Problem to work on:
Wherever the word "bold" shows up in the data, report the line it sits in.

--- Material for the task ---

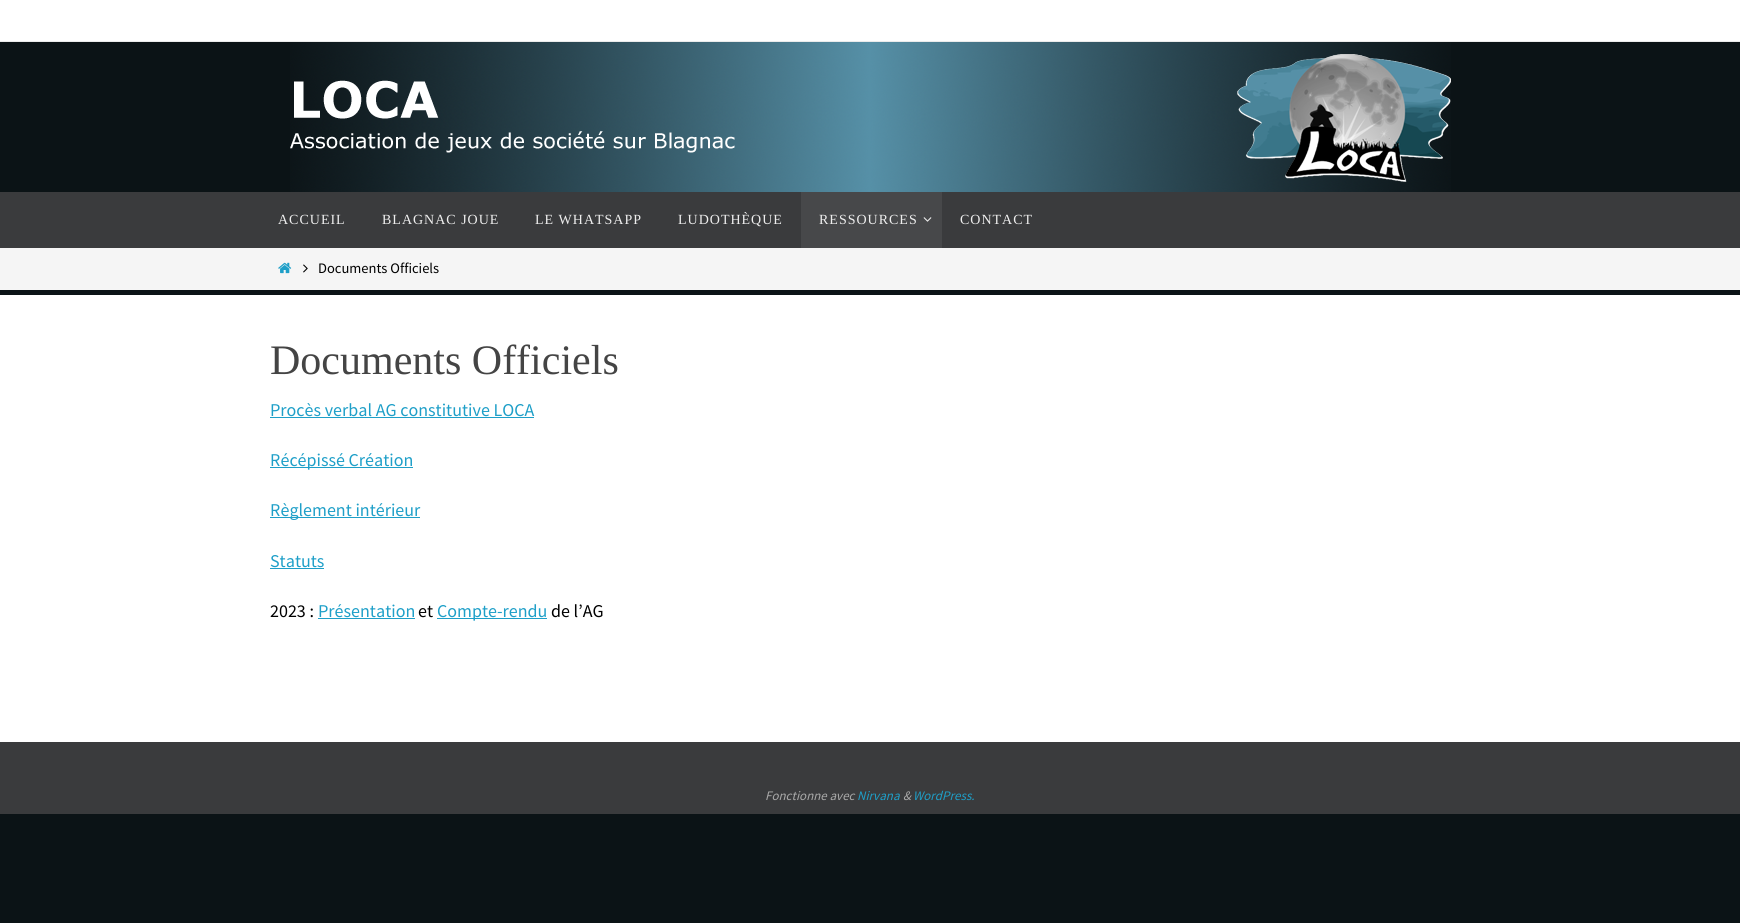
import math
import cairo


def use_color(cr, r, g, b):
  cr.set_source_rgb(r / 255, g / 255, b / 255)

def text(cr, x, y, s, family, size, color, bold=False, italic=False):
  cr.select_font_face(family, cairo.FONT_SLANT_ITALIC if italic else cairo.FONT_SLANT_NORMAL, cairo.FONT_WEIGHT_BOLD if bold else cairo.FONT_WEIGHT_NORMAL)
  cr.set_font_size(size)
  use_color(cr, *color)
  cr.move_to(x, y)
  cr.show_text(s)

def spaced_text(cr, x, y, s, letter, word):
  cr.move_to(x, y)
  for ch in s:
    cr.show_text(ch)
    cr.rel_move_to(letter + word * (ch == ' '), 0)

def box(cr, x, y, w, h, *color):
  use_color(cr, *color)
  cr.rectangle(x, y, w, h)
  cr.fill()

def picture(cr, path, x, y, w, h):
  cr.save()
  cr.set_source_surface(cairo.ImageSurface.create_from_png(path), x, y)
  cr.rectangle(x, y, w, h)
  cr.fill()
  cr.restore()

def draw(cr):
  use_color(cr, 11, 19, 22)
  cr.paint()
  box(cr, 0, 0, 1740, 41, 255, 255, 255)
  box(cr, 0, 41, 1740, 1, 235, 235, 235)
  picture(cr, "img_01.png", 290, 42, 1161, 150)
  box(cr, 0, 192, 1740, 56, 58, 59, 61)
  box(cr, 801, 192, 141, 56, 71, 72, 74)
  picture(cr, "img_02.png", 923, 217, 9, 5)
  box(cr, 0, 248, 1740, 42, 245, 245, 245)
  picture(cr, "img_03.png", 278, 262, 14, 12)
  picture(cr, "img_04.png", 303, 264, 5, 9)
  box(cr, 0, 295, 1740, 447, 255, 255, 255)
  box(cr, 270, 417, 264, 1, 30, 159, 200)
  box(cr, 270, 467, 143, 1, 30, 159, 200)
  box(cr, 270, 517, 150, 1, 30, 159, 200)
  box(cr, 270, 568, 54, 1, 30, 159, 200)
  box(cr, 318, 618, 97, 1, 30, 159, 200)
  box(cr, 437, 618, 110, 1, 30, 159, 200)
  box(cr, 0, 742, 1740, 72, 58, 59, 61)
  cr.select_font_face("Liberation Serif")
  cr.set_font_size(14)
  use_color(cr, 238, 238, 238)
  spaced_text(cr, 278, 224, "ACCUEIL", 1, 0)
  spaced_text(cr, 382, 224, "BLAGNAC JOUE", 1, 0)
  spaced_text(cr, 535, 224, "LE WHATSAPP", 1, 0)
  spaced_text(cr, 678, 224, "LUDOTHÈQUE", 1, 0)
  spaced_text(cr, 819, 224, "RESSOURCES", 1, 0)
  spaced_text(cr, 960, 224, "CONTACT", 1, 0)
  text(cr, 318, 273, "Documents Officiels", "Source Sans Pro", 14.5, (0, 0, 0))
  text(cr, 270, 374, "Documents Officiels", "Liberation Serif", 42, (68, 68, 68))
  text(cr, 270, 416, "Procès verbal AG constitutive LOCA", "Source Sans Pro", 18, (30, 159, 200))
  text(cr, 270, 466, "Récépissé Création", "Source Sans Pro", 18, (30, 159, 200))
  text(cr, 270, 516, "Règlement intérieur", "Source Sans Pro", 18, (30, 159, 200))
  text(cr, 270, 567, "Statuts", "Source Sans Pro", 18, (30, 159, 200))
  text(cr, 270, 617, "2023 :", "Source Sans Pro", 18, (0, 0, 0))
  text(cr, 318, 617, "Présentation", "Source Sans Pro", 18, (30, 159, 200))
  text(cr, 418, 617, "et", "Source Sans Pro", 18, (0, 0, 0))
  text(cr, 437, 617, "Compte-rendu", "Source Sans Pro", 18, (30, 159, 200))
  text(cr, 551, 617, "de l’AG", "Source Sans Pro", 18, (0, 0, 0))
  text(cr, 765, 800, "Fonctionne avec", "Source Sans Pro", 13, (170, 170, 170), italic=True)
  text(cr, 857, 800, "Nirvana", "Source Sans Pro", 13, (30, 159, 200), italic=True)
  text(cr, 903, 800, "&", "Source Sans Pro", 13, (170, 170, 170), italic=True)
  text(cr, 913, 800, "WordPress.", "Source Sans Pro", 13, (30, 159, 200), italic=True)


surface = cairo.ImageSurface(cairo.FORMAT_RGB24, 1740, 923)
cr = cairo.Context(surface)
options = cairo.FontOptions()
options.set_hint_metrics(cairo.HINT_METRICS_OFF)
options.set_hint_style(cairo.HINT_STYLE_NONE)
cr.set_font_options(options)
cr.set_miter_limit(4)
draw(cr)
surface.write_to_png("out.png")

---

Written response:
def text(cr, x, y, s, family, size, color, bold=False, italic=False):
  cr.select_font_face(family, cairo.FONT_SLANT_ITALIC if italic else cairo.FONT_SLANT_NORMAL, cairo.FONT_WEIGHT_BOLD if bold else cairo.FONT_WEIGHT_NORMAL)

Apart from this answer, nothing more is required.